EXERCISE BRIEF | Using the listing beneath this task, count the lines with the word "number" and write only the result.

WORKING DATA |

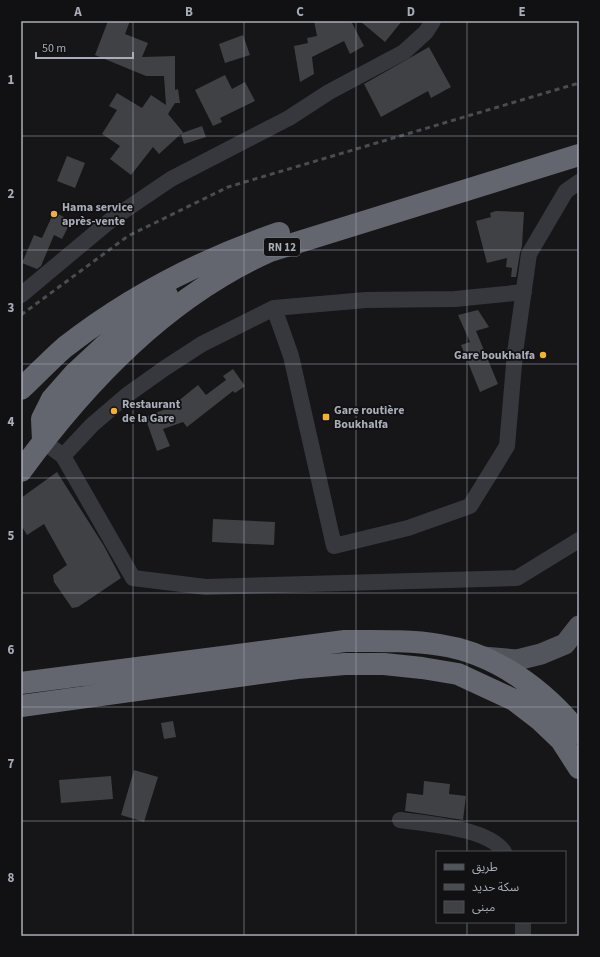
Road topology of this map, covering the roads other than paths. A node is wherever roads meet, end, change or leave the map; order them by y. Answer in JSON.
{"nodes":[{"id":1,"x":433,"y":21,"type":"edge"},
{"id":2,"x":579,"y":140,"type":"edge"},
{"id":3,"x":579,"y":155,"type":"edge"},
{"id":4,"x":579,"y":182,"type":"edge"},
{"id":5,"x":237,"y":247,"type":"junction"},
{"id":6,"x":524,"y":292,"type":"junction"},
{"id":7,"x":21,"y":294,"type":"edge"},
{"id":8,"x":274,"y":308,"type":"junction"},
{"id":9,"x":21,"y":389,"type":"edge"},
{"id":10,"x":43,"y":441,"type":"junction"},
{"id":11,"x":62,"y":456,"type":"junction"},
{"id":12,"x":21,"y":471,"type":"edge"},
{"id":13,"x":579,"y":540,"type":"edge"},
{"id":14,"x":579,"y":626,"type":"edge"},
{"id":15,"x":483,"y":656,"type":"junction"},
{"id":16,"x":21,"y":683,"type":"edge"},
{"id":17,"x":21,"y":706,"type":"edge"},
{"id":18,"x":579,"y":733,"type":"edge"},
{"id":19,"x":579,"y":768,"type":"edge"},
{"id":20,"x":400,"y":820,"type":"dead end"},
{"id":21,"x":503,"y":851,"type":"edge"},
{"id":22,"x":523,"y":923,"type":"edge"},
{"id":23,"x":523,"y":936,"type":"edge"}],
"edges":[{"from":1,"to":7,"type":"street"},
{"from":2,"to":5,"type":"highway","number":"RN 12"},
{"from":3,"to":10,"type":"highway","number":"RN 12"},
{"from":4,"to":6,"type":"street"},
{"from":5,"to":9,"type":"highway"},
{"from":5,"to":10,"type":"highway","number":"RN 12"},
{"from":6,"to":8,"type":"street"},
{"from":6,"to":8,"type":"street"},
{"from":8,"to":11,"type":"street"},
{"from":10,"to":11,"type":"street"},
{"from":10,"to":12,"type":"highway","number":"RN 12"},
{"from":11,"to":13,"type":"street"},
{"from":14,"to":15,"type":"main road"},
{"from":15,"to":16,"type":"highway"},
{"from":15,"to":18,"type":"highway"},
{"from":17,"to":19,"type":"highway"},
{"from":20,"to":21,"type":"street"},
{"from":22,"to":23,"type":"street"}]}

EXERCISE RESULT | 4